Припадаю на колено возле стола и прижимаюсь к нему спиной. Дарина дергает за плечо и пытается меня поднять.

Голос Марка звенит в голове: «Вика, прости меня. Чтобы ты не вспомнила. Прости- и-и…», и связь обрывается.

Я гляжу на черный рот телефонной трубки и не понимаю, почему он замолчал. Хочу, чтобы говорил. Говори же! Я буду слушать, только дай повод тебя простить. Густое марево застилает взор, а кожу на лице стягивает прохладой.

Меня тянет вверх грубая мужская рука. Одежда трещит, и я с трудом поднимаю глаза. Сквозь молоко слез вижу перед собой мерзкое чудище, которое причинило мне столько боли в прошлом. Рожа Игоря кривится в довольной усмешке. Сейчас я готова порвать его на куски, но нет сил. Нет сил сопротивляться. Я сдаюсь. Руки падают вдоль тела, телефонная трубка, повиснув на скрученном проводе, ударяет по бедру и грохает на пол. Поворачиваю голову и вижу, как двое крупных ребят, закрывая ей рот руками, прижимают Дарину к стене.

— Попалась, птичка, — писклявым голосом проговаривает Игорь. Оттаскивает меня к стене. Я не сопротивляюсь. — Ты что не знаешь правил? А, конечно! Мы же витаем в облаках, когда профессор зачитывает технику безопасности на занятиях и правила поведения в школе! Нам же никто не указ. Избранная! Так, Вика?

— О чем ты, урод? — выдавливаю с хрипом. В кончиках пальцев невыносимо стучит сердце, а во рту горечь под самым горлом. Сейчас вырвет. Глотаю и пытаюсь дышать.

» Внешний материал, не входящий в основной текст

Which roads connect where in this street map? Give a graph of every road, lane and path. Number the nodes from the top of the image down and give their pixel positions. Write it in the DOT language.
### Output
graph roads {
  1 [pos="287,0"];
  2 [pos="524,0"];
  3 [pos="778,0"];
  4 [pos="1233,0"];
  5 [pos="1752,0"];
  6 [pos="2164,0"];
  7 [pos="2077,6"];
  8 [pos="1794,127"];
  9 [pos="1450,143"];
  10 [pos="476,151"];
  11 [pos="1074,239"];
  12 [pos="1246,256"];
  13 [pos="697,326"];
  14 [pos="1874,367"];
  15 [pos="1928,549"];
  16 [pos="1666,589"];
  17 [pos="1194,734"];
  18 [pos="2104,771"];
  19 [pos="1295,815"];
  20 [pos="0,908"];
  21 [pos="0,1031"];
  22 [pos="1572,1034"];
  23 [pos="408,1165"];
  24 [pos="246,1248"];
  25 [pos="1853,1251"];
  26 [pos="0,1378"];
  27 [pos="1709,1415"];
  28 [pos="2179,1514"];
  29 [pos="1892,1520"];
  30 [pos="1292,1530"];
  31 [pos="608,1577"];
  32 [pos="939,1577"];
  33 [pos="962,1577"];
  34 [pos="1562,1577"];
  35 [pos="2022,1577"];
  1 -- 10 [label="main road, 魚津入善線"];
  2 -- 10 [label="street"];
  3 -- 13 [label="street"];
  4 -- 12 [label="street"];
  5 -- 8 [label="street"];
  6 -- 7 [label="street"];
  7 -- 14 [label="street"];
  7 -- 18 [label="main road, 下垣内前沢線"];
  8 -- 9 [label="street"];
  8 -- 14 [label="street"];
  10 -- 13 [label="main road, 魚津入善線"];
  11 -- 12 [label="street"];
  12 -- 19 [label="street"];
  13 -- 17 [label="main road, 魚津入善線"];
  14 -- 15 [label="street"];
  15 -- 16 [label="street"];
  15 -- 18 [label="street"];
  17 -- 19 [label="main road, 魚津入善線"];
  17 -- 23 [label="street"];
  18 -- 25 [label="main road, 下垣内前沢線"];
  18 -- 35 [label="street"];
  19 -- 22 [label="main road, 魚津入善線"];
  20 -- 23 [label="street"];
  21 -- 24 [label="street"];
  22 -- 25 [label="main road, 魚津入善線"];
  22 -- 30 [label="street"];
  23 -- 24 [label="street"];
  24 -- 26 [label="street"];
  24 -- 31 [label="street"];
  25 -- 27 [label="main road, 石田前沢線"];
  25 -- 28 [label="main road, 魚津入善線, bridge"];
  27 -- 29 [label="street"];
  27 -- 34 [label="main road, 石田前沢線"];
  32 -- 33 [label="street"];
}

— Ласковей! Не говори со мной таким тоном! — тонкие губы насильника растягиваются и изгибаются в неровную линию. — Я могу тебя и твою подружку сдать сейчас, и вы будете сутки в изоляторе. Вижу, что ты прямо горишь от желания поваляться на холодном бетоне в обнимку с грызунами.

— Ересь! Отпусти меня, — начинаю приходить в себя. Его мерзкая и холодная рука ложится на шею, вторая прилипает к стене над макушкой, цепляя мои волосы.

— Нет-нет, — качает головой. — Я сдам вас. Запрещено ходить в этом крыле, а тем более, проникать в кабинеты учителей. Связываться с родными, друзьями — запрещено! Это прописано красным и жирным в документе, который ты, кстати, тоже подписала.

— Когда? — я не понимаю о чем он.

— Документ о неразглашении, — подсказывает Дарина, уже не пытаясь отбиваться от парней. Они просто держат ее у стены и бессовестно лапают.

Я непонимающе перевожу взгляд с нее на Игоря и обратно. Что за бред?

— О, детка, так ты совсем того? — белобрысый крутит пальцем у виска и присвистывает. — Чем ты такая особенная, объясни мне? Покажи, что ты умеешь, ну же! Почему Аким Батькович держит тебя в шикарных апартаментах, тогда как остальные маги ютятся в общих казармах? Чем ты выделяешься?

Его тиски кажутся ядовитыми. Силы покидают, и я не могу держать ровно спину. Сгибаюсь и хриплю.

— Что тебе нужно? Я ничего не знаю! — говорю правду. Меня заманили в ловушку, теперь понимаю, и мысль о том, что в очередной раз ошиблась — подкашивает. Бессмысленно трепыхаться, когда уже угодил в паутину.

Игорь сально лыбится и двигает челюстью: меня тошнит от одного взгляда на него, а от прикосновений выворачивает и коробит.

Отпихиваюсь, но слабо. Руки и ноги немеют от изнеможения.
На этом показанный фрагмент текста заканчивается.